I used to shop in a store where every time I went in the guy would practically grill me about my job, i guess to make conversation, but It got pretty annoying pretty quickly.

For some reason I get asked what I do a lot. It gets old and annoying.
post #28 of 35
I once had a job reviewing documents to be placed on a VIPs desk. We had a code. X was "read", Y was "scan" and Z was "I read it, I'll fill you in if it comes up".

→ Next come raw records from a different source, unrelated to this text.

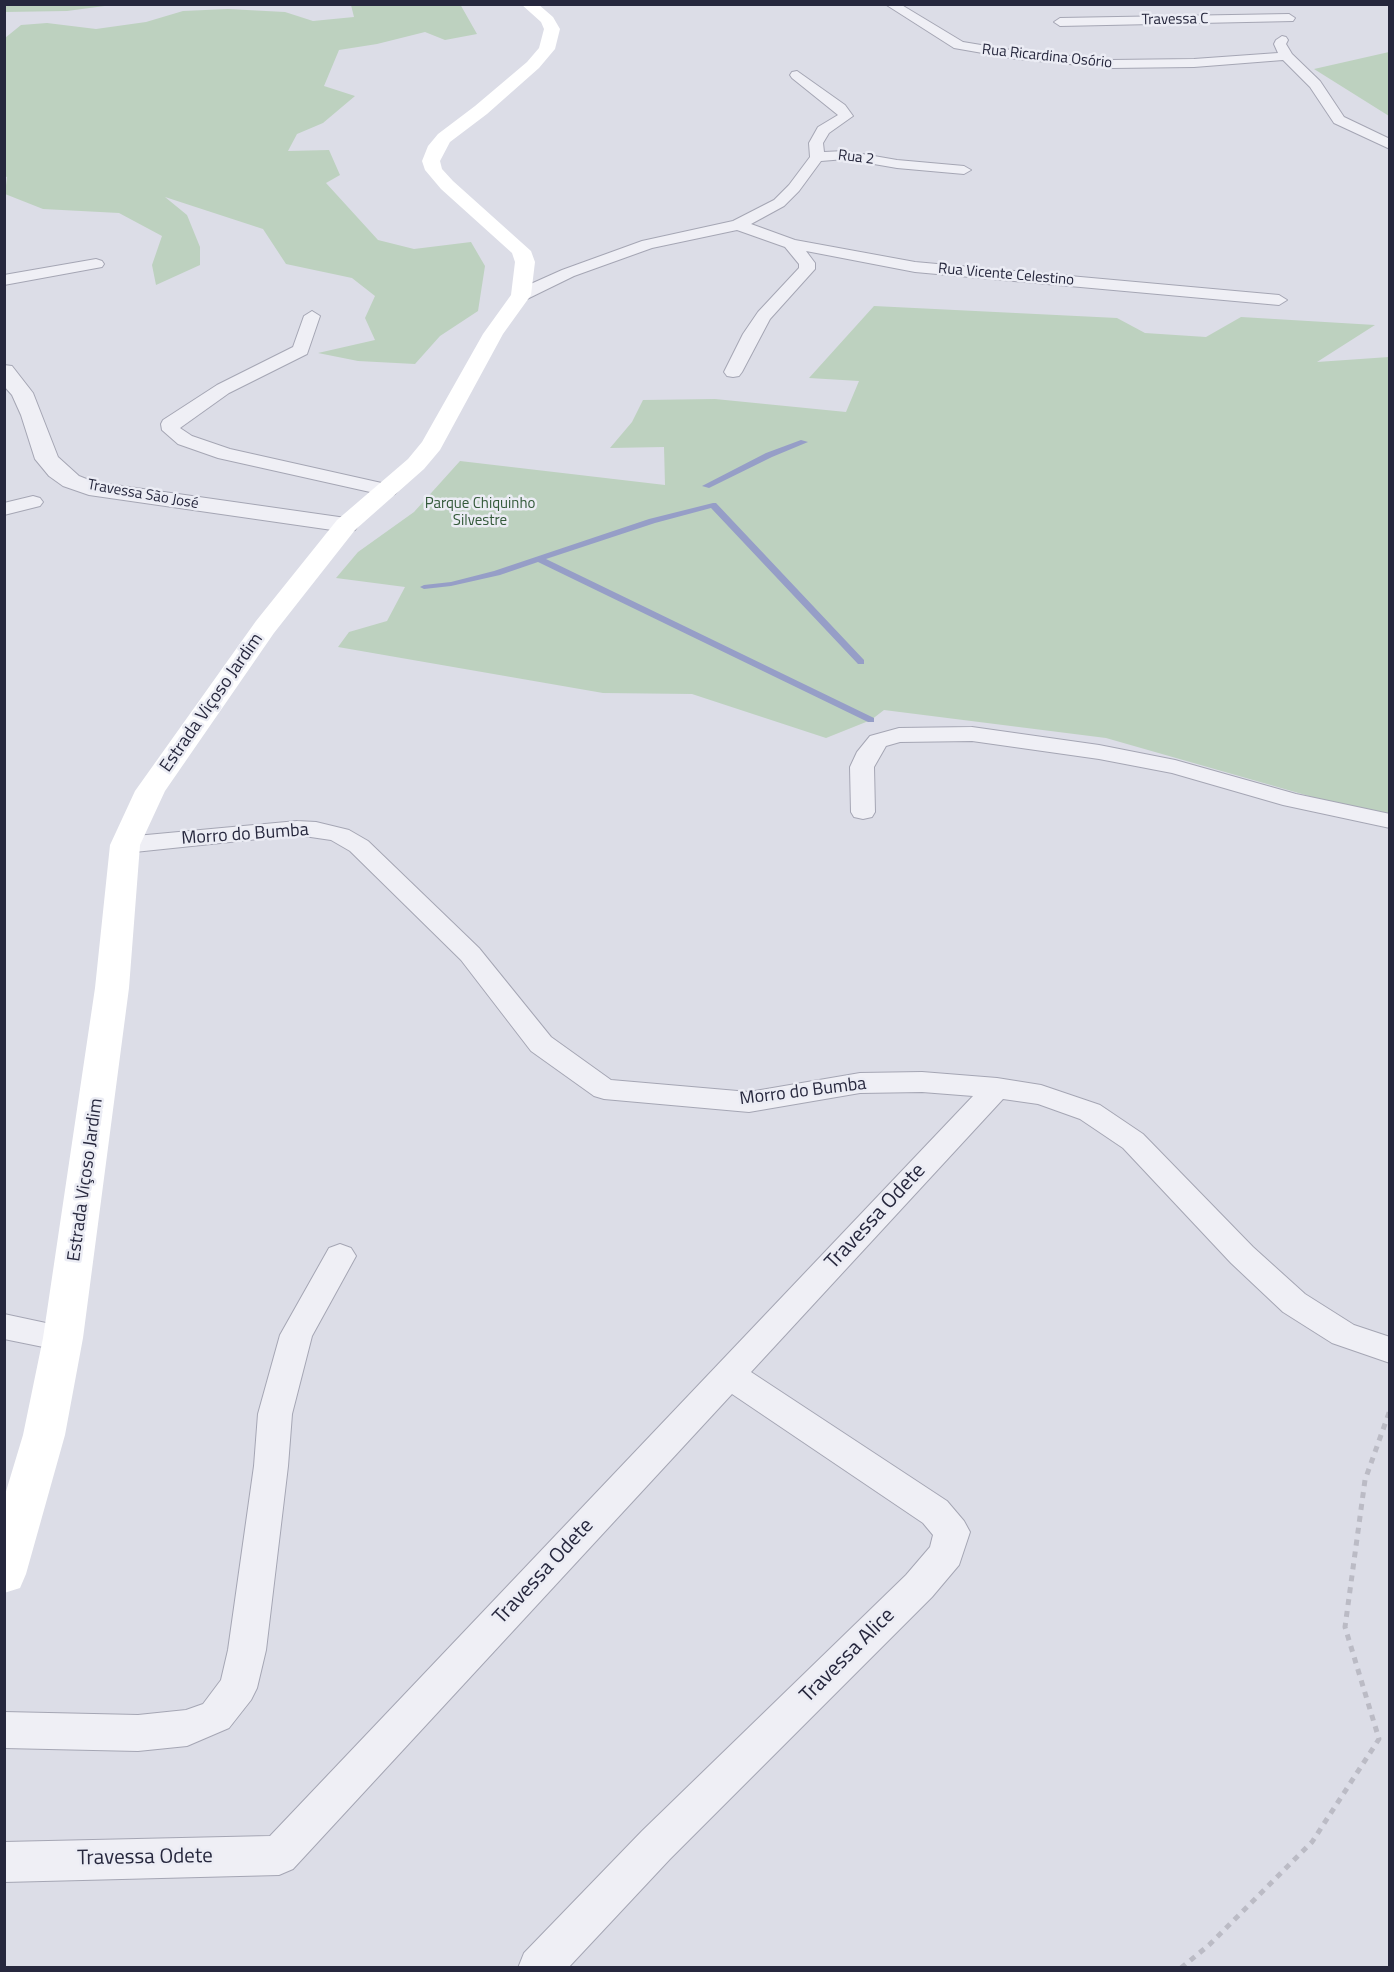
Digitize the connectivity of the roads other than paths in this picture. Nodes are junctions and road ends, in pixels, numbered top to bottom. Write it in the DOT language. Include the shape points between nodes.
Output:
graph roads {
  1 [pos="528,4"];
  2 [pos="891,4"];
  3 [pos="1288,11"];
  4 [pos="1060,22"];
  5 [pos="1286,56"];
  6 [pos="797,75"];
  7 [pos="1389,146"];
  8 [pos="817,157"];
  9 [pos="964,170"];
  10 [pos="738,225"];
  11 [pos="791,244"];
  12 [pos="96,264"];
  13 [pos="4,280"];
  14 [pos="521,295"];
  15 [pos="1279,300"];
  16 [pos="312,316"];
  17 [pos="4,372"];
  18 [pos="733,372"];
  19 [pos="388,490"];
  20 [pos="33,502"];
  21 [pos="4,509"];
  22 [pos="346,525"];
  23 [pos="863,812"];
  24 [pos="1389,821"];
  25 [pos="125,845"];
  26 [pos="997,1088"];
  27 [pos="340,1256"];
  28 [pos="4,1326"];
  29 [pos="63,1338"];
  30 [pos="1389,1350"];
  31 [pos="728,1374"];
  32 [pos="4,1574"];
  33 [pos="4,1730"];
  34 [pos="4,1862"];
  35 [pos="539,1968"];
  1 -- 14 [label="main road, Estrada Viçoso Jardim" via="548,20 552,29 547,49 481,110 444,138 431,161 447,185 520,251 525,262"];
  2 -- 5 [label="street, Rua Ricardina Osório" via="959,45 1017,56 1111,64"];
  3 -- 4 [label="street, Travessa C"];
  3 -- 5 [label="street" via="1281,44"];
  5 -- 7 [label="street" via="1315,84 1340,120"];
  6 -- 8 [label="street" via="846,116 823,130 816,143"];
  8 -- 9 [label="street, Rua 2" via="845,155"];
  8 -- 10 [label="street, Rua 2" via="779,203"];
  10 -- 11 [label="street, Rua Vicente Celestino"];
  10 -- 14 [label="street, Rua 2" via="648,244"];
  11 -- 15 [label="street, Rua Vicente Celestino" via="915,267"];
  11 -- 18 [label="street" via="807,263 807,269 764,316"];
  12 -- 13 [label="street"];
  14 -- 19 [label="main road, Estrada Viçoso Jardim" via="493,334 432,446"];
  16 -- 19 [label="street" via="301,350 223,389 170,424 171,430 185,440 225,454"];
  17 -- 22 [label="street, Travessa São José" via="22,393 47,459 71,481 89,488"];
  19 -- 22 [label="main road, Estrada Viçoso Jardim"];
  20 -- 21 [label="street"];
  22 -- 25 [label="main road, Estrada Viçoso Jardim" via="265,627 179,748 150,791"];
  23 -- 24 [label="street" via="862,767 878,741 899,735 972,734 1175,767 1292,800"];
  25 -- 26 [label="street, Morro do Bumba" via="297,828 340,835 359,846 470,954 541,1044 604,1089 749,1102 860,1083 922,1082"];
  25 -- 29 [label="main road, Estrada Viçoso Jardim" via="112,988"];
  26 -- 30 [label="street, Morro do Bumba" via="1041,1095 1090,1112 1132,1141 1294,1303 1343,1334"];
  26 -- 31 [label="street, Travessa Odete"];
  27 -- 33 [label="street" via="296,1335 275,1414 247,1650 238,1688 216,1716 187,1728 138,1733"];
  28 -- 29 [label="street"];
  29 -- 32 [label="main road, Estrada Viçoso Jardim" via="44,1435"];
  31 -- 34 [label="street, Travessa Odete" via="279,1855"];
  31 -- 35 [label="street, Travessa Alice" via="935,1512 952,1532 946,1554"];
}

Ideally Z happens a lot, X minimally and you get the chance to show off what a smart feller you are. And maybe the VIP will ask you to start sitting in on meetings, acting as a personal or administratve assistant. Seriously, one of the VIPs needed a tuxedo jacket before a reception (Blue Jeans and Black Tie) and I was his size, so we took care of things. Even though he wore his own clothes, we picked out a jacket that would work, and get by as a temporary tuxedo (worn with blue jeans and no tie).

Tom
post #29 of 35
This is the right answer.

Quote:
Originally Posted by mcbrown View Post

To be constructive for the OP: you can do it better by focusing on what the client needs you to do in that exact situation and doing it. If there are a lot of signature pages or other things to go through, they will appreciate you queuing everything up, always having the next signature page ready the moment they are done with the prior one, and directing the whole process efficiently and quickly.
If they want to chit-chat they will give you an indication - they'll make a joke about all the documents, or they'll ask you a random question, or something. Follow their lead. You just have the next document ready - if they sign it in silence, don't make small talk. If they make small talk, say something short in response and let them lead the conversation if that's what they want to do (them: "Wow, lots of papers!", you: "Yeah, but don't worry, I'll get you through it pretty quickly.", them: (as they're signing) "Ha ha, thanks. Did you see the Yankees/Cowboys/whatever game last night?", you: (as you're handing them the next document) "No, I'm a Red Sox/Giants fan... what happened last night?", etc.).
Nothing to it. Just relax and focus on the task at hand above all else. The people at your firm would rather hear afterwords that you were efficient and boring than overly chatty.
post #30 of 35
learning to talk to clients is a huge skill, what seperates the men from the boys. one thing that I can say is reading about stuff that interests other people but not you is helpful - over the years I used to read about sports that didn't interest me and about movies and tv that didn't interest me very much, it was a jump start, back when I was in my early 20's.